» How to complete this task
Pull every line with "roads" from the data.

» Exercise data
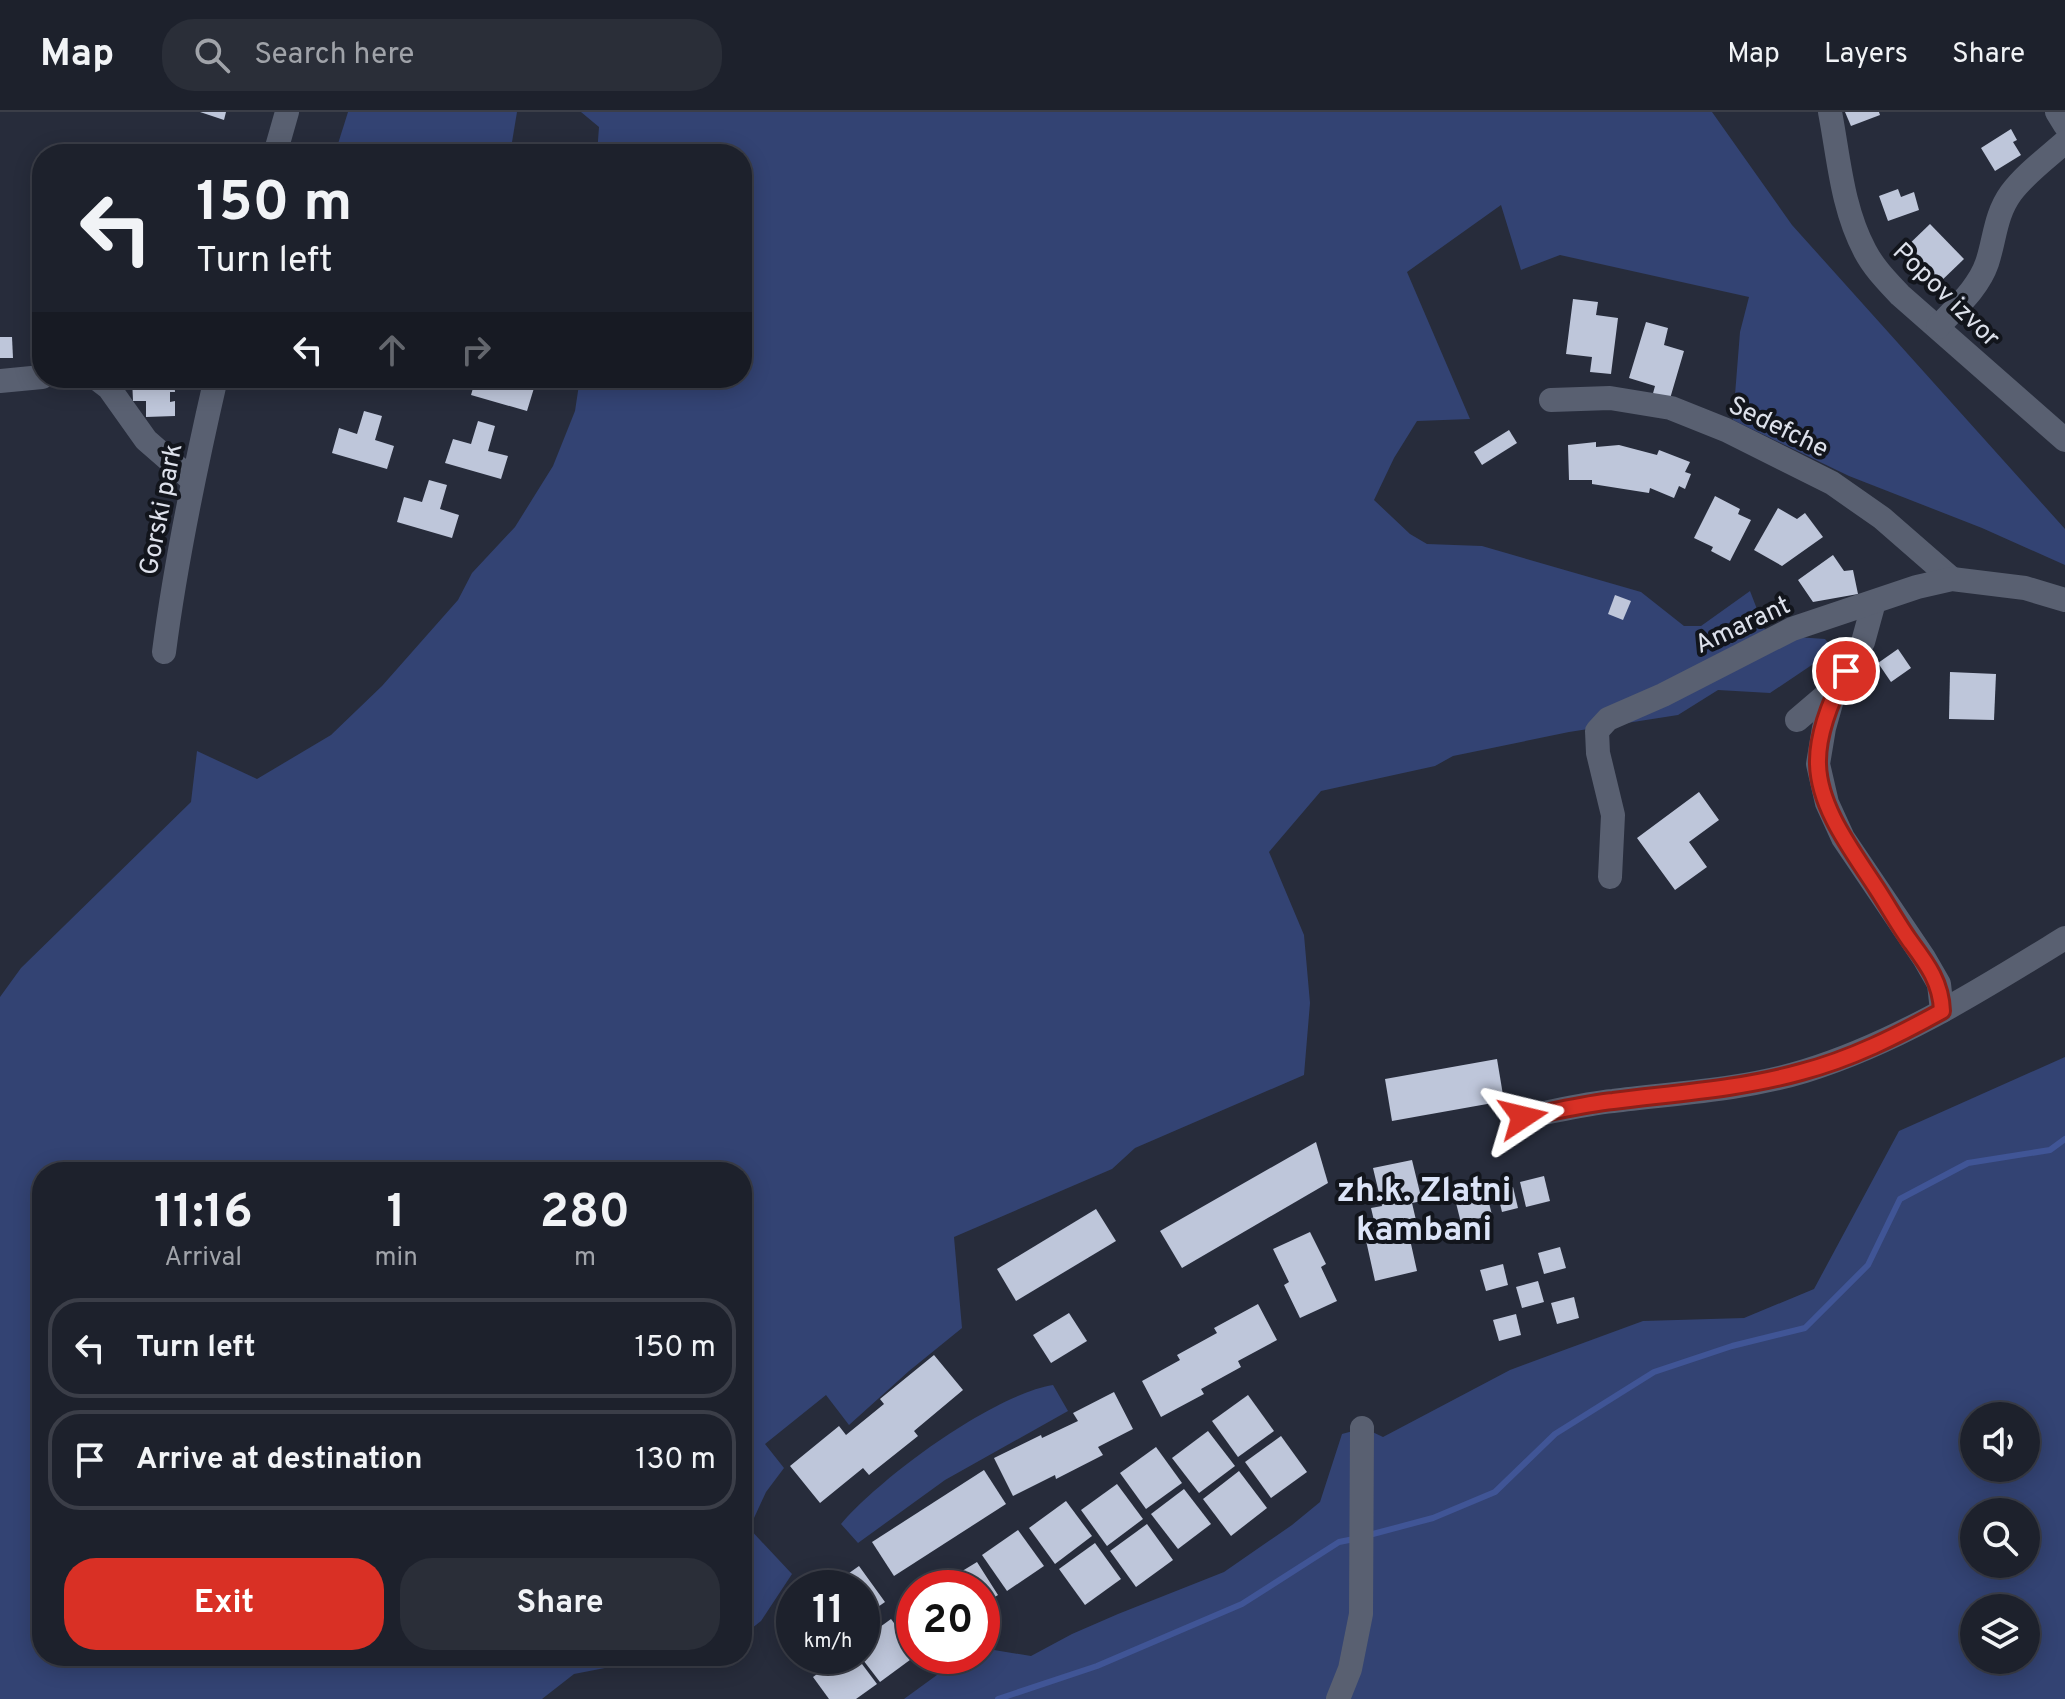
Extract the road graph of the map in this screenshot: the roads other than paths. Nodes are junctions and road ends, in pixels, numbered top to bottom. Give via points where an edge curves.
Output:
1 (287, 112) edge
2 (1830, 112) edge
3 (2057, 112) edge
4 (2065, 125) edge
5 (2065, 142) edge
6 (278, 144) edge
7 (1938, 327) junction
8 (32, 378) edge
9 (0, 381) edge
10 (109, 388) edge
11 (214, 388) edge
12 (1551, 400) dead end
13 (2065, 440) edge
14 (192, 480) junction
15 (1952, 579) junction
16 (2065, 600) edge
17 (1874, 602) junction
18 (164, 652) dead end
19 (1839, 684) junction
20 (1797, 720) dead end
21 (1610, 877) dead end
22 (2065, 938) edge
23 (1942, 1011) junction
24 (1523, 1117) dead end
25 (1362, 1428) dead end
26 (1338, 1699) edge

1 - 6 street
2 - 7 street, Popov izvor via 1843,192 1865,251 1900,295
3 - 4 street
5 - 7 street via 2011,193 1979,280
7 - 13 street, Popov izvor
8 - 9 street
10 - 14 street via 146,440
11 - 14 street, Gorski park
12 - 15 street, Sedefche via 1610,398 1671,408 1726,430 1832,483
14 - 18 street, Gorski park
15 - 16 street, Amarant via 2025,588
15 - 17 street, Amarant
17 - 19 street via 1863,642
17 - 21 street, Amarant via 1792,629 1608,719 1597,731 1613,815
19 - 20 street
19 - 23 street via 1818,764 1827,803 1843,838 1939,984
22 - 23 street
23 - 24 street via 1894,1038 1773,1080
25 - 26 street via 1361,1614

--

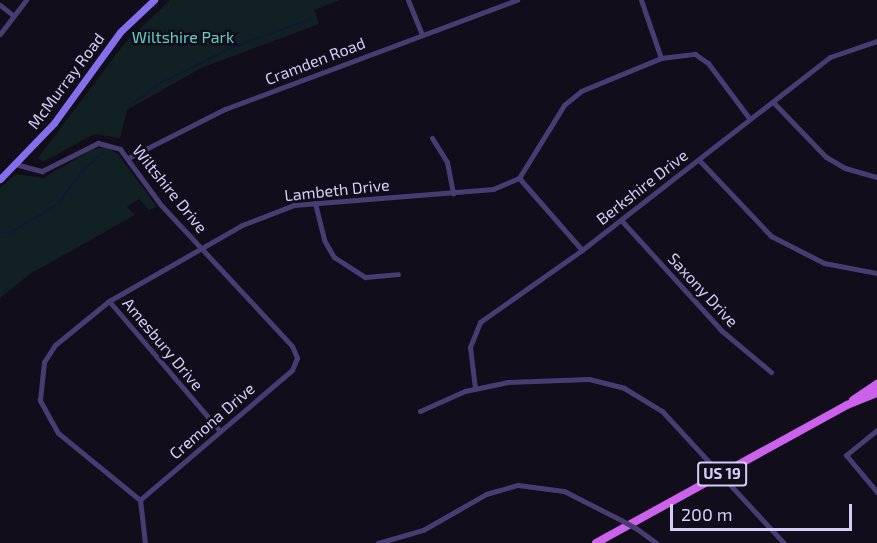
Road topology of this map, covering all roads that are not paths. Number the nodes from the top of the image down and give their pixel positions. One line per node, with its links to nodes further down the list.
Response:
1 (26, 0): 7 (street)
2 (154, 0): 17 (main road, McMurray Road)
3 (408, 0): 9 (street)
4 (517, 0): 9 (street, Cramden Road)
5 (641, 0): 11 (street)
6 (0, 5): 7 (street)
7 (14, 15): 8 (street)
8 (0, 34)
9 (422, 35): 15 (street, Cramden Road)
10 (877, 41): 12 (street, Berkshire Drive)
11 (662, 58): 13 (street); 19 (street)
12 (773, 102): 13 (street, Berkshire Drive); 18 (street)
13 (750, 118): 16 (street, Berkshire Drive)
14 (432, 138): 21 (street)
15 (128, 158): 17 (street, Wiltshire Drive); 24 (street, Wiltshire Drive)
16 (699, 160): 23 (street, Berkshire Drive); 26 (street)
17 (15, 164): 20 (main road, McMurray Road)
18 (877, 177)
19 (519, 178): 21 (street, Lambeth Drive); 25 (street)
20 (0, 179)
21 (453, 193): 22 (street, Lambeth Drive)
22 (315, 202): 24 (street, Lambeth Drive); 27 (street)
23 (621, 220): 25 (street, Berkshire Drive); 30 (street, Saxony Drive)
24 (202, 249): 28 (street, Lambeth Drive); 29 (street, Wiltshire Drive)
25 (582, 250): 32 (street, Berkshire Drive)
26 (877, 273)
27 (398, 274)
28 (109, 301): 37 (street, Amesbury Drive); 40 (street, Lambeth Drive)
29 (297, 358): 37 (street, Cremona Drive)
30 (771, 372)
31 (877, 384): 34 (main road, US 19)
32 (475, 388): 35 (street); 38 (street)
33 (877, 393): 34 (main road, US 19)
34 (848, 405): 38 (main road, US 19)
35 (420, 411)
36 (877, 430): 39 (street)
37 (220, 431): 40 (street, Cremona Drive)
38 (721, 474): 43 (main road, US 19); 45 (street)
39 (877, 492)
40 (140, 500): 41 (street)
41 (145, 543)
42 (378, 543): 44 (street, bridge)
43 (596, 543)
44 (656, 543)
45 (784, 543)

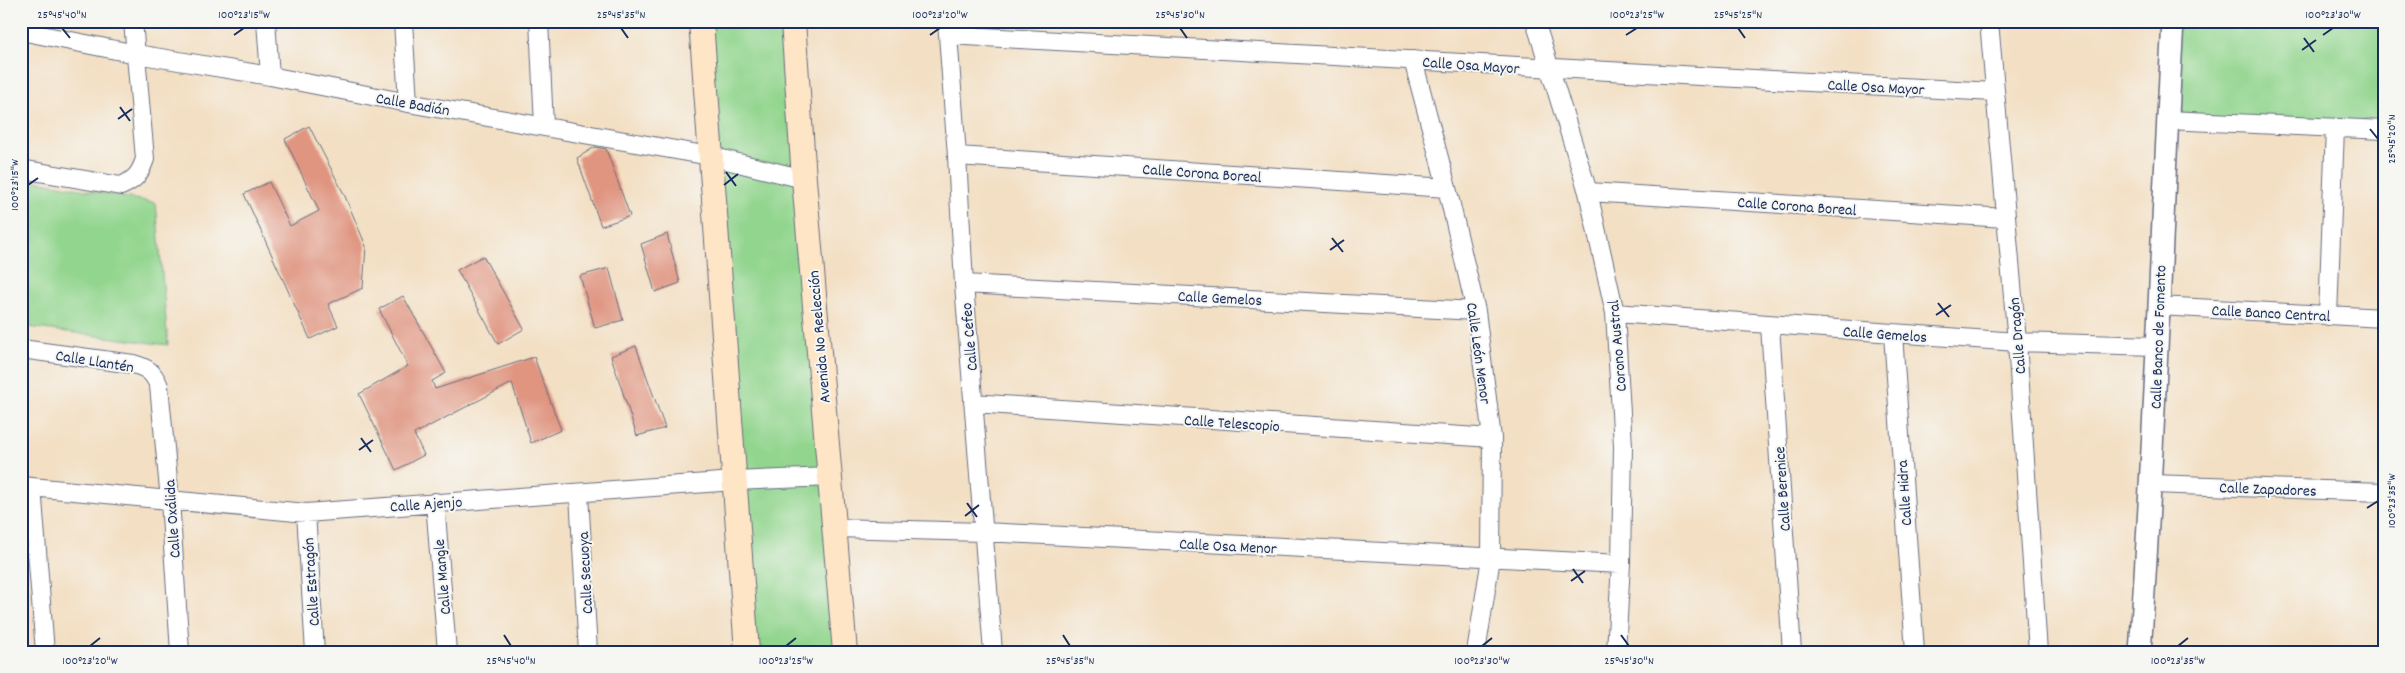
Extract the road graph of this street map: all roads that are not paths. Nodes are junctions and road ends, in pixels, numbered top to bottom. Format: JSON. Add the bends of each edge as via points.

» Solution for this problem
Extract the road graph of the map in this screenshot: the roads other than paths. Nodes are junctions and road ends, in pixels, numbered top to bottom. Give via points where an edge curves.
Road topology of this map, covering all roads that are not paths. Number the nodes from the top of the image down and give their pixel positions. One line per node, with its links to nodes further down the list.
Extract the road graph of this street map: all roads that are not paths. Nodes are junctions and road ends, in pixels, numbered top to bottom. Format: JSON. Add the bends of each edge as via points.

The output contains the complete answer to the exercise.